= WHAT YOU SHOULD DO =
In your copy, the records appear word for word and the pictures do not appear at all.

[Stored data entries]
_ _ _ _ _ _ _

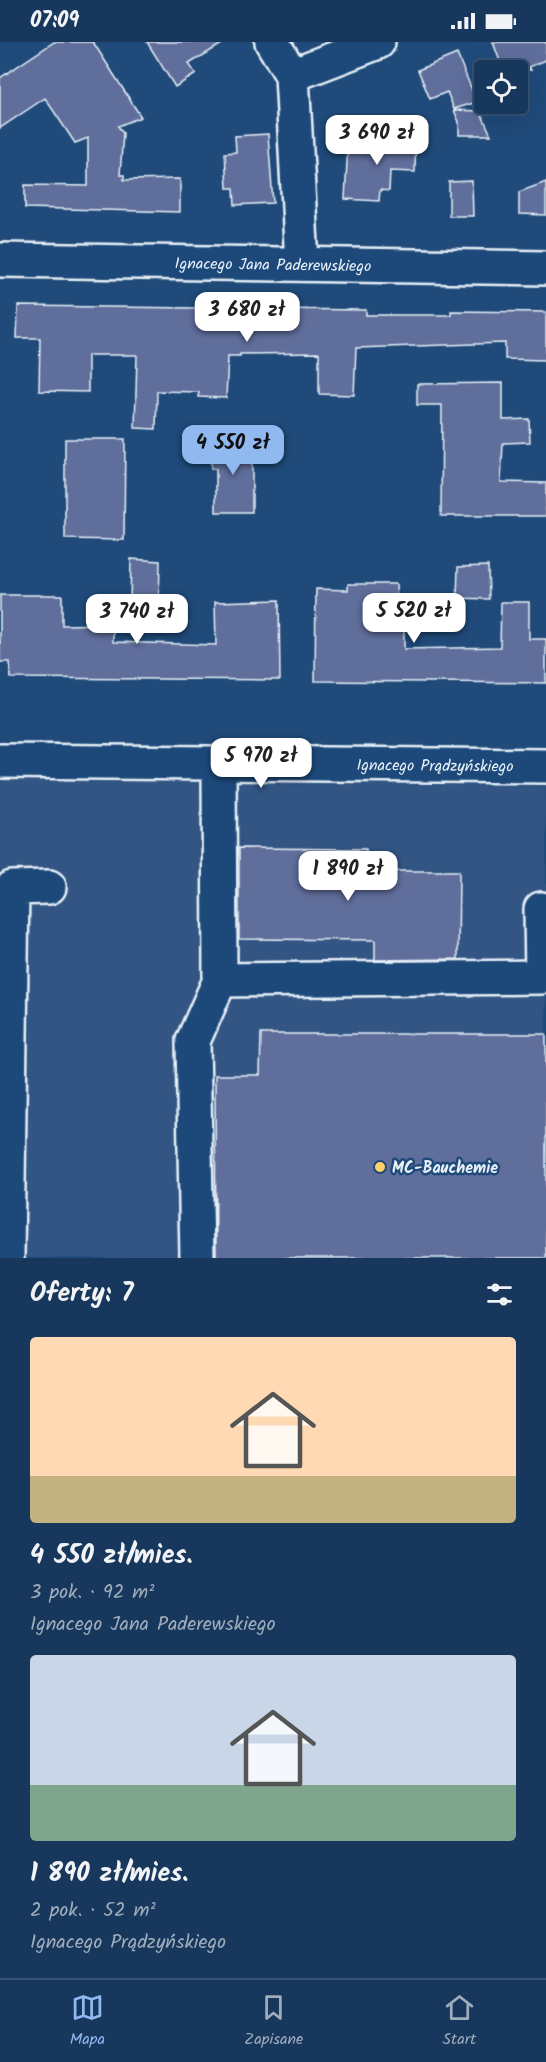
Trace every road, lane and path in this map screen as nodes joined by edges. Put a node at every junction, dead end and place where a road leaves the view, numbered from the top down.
1 (272, 42) edge
2 (378, 42) edge
3 (292, 75) junction
4 (0, 260) edge
5 (302, 264) junction
6 (546, 268) edge
7 (0, 761) edge
8 (219, 763) junction
9 (546, 766) edge
10 (49, 886) dead end
11 (542, 909) dead end
12 (220, 980) junction
13 (7, 1258) edge
14 (197, 1258) edge

1 - 3 street
2 - 3 street
3 - 5 street
4 - 5 street, Ignacego Jana Paderewskiego
5 - 6 street, Ignacego Jana Paderewskiego
7 - 8 street, Ignacego Prądzyńskiego
8 - 9 street, Ignacego Prądzyńskiego
8 - 12 street
10 - 13 street
11 - 12 street
12 - 14 street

_ _ _ _ _ _ _

= EXERCISE OUTPUT =
Trace every road, lane and path in this map screen as nodes joined by edges. Put a node at every junction, dead end and place where a road leaves the view, numbered from the top down.
1 (272, 42) edge
2 (378, 42) edge
3 (292, 75) junction
4 (0, 260) edge
5 (302, 264) junction
6 (546, 268) edge
7 (0, 761) edge
8 (219, 763) junction
9 (546, 766) edge
10 (49, 886) dead end
11 (542, 909) dead end
12 (220, 980) junction
13 (7, 1258) edge
14 (197, 1258) edge

1 - 3 street
2 - 3 street
3 - 5 street
4 - 5 street, Ignacego Jana Paderewskiego
5 - 6 street, Ignacego Jana Paderewskiego
7 - 8 street, Ignacego Prądzyńskiego
8 - 9 street, Ignacego Prądzyńskiego
8 - 12 street
10 - 13 street
11 - 12 street
12 - 14 street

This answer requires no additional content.